Unlike all the other installments, “White Bear” is about the spectator community of the Internet and how nearly all of us are complicitous. If ever you’ve visited a chatroom, forum, or the comment section of any site, you have witnessed the bravery with which people type when they feel themselves protected by distance. If you’ve ever followed the birth and growth of a scandal, you’ve been a spectator in the destruction of a human being by a digital mob of millions. And while you may have never been to a “justice park,” you might have enjoyed yourself like it was a day activity.
If you consider yourself part of the “gaming community” or peruse and websites that attract geeks, nerds, or anyone attracted to that culture, you’ve no doubt heard of “Gamergate”. I’ll sum it up shortly: a game designer and a former lover have a public dispute over the end of their relationship and the following success of the designer’s career. What with most everyone’s professional and sex/romantic lives being made public it would seem inconsequential, but what ensued was a torrent of abuse and spectating at the expense of one party and for the entertainment of the masses. Much like Victoria, one party is left in the center of attention and abuse, unable to respond to all that’s thrown at her and hoping that one of those just watching reveling in the deconstruction of another human being would help, only to see that they are a villain unawares.
There is a philosophical question presented in this episode: if a person is innocent in recognition of a crime are they guilty? This point is made with the use of a criminal for the sake of storytelling, but in its real-world reflection it isn’t the case. Should someone’s infidelity be the center of ruining their reputation, making them the center of threats of rape and murder? Has breaking the social bonds of a relationship, or transgressing in some way cause for you to be gawked at like an animal while others giggle at what the “brave” few are willing to type? Is there anything you do that makes it morally right for others for form a mob for the purposes to hunt you? The answer is no. Any decent human being would think this to be right. But trolls—those designated as the kind willing to harass and threat or take glee in someone’s shame or pain via the Internet—exhibit personality traits deemed psychologically unhealthy. And so the question arises—does the Internet make people and this behavior manifest or does it merely allow a natural practice to finally be acceptable?
I think the point being made here is how emboldened people have been made by the Internet. White Bear is given three distinct identities: the name of the transmitter compound, Jemima’s toy, and the park. This leaves the audience guessing as to the truth of Victoria’s crimes and the possibility that the people, Baxter, and Jem, are merely people enjoying themselves torturing someone who’s done nothing wrong.

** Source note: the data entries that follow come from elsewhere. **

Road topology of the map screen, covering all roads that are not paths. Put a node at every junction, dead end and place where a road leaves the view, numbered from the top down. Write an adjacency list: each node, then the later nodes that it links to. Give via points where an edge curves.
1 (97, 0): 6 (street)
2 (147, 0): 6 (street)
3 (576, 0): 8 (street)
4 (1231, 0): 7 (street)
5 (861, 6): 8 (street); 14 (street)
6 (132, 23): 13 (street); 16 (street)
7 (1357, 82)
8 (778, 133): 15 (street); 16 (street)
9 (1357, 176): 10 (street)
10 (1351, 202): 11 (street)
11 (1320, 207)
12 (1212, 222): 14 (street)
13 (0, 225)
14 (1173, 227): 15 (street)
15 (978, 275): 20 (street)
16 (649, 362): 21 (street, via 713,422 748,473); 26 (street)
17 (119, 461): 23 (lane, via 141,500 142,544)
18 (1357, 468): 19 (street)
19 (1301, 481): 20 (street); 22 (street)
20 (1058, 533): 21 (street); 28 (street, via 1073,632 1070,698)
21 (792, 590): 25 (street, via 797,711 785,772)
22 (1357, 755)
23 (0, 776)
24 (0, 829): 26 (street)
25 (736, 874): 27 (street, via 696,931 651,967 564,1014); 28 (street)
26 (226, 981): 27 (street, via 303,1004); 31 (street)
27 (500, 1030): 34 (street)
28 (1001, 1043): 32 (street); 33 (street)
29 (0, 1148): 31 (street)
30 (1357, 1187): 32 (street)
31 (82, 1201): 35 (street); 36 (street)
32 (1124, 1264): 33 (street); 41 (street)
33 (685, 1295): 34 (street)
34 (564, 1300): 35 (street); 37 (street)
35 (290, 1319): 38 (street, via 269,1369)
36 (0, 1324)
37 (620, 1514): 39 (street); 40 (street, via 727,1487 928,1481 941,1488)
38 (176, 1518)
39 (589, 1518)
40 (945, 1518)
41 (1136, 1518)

Jamie Salter, a failed comedian turned performance-capture voice actor, takes control of Waldo, a blue bear that quickly gains fame by humiliating politicians during an election cycle. Jamie is sick of his work with the character, and depressed in his personal life, but is forced to stick with it as Waldo’s popularity increases and he’s asked to shoot a pilot for his own series. Jack, Jamie’s producer and Waldo’s creator, suggests that Waldo should run for office with all the attention they’re getting, and is further enticed by the idea when he is convinced they could beat Liam Monroe, the Conservative candidate. Jamie is reluctant, but with nothing else going right in his career he agrees to drive around in a van as Waldo harasses Monroe from a large screen viewable to the public. During this time, Jamie meets Gwendolyn, the Labour candidate looking for a steppingstone to her next appointment, and they develop a sexual relationship. When her campaign manager discovers she’s sleeping with Jamie, Waldor’s voice and operator, she cuts all ties with him, dropping Jamie into a deeper depression and developing a serious disdain for all politicians.
During a political debate, Monroe mocks and reveals Jamie as the failure he is, being better remembered for Waldo than anything he’s done on his own. Angered further, Jamie goes into a tirade about the feckless policy and obsession with personal glory both Monroe and Gwendolyn exhibit, and suggests that no politician is worthy of people’s faith nor their votes. Though he regrets it, Jamie’s words carry on YouTube and the world is obsessed with the idea of Waldo as a viable candidate for office.
Later into the night, Jack and Jamie meet with an unnamed American man who describes himself as representing the interests of “The Agency.” He claims that Waldo’s stance on undermining politicians and the politics could be used as a weapon of propaganda in despotic nations, and Jack talks them into an agreement of setting up campaigns in Latin America in the near future. When Jamie tries to apologize to Gwendolyn, she rejects him, claiming that while she may have only wanted this position to better her chances at higher office, she could’ve done good while Waldo is merely mocking the political process. Jamie tries to discredit Waldo to the public in an attempt to correct what he’s done, but Jack continues to operate in his place. When the results are tallied, Waldo is seen to have come in second, just behind Monroe. In keeping with his aims to disrupt, Jack urges the crowd to riot over his loss.
Years in the future, Jamie is seen living on the street in a despotic London, shoved out of the way by black-clad police returning to a heavy military vehicle. On an interactive screen, Jamie sees Waldo on political adverts all over the world, spreading the same message he’d used in the last campaign. Angered, Jamie assaults the screen with a bottle, then is assault by the officers.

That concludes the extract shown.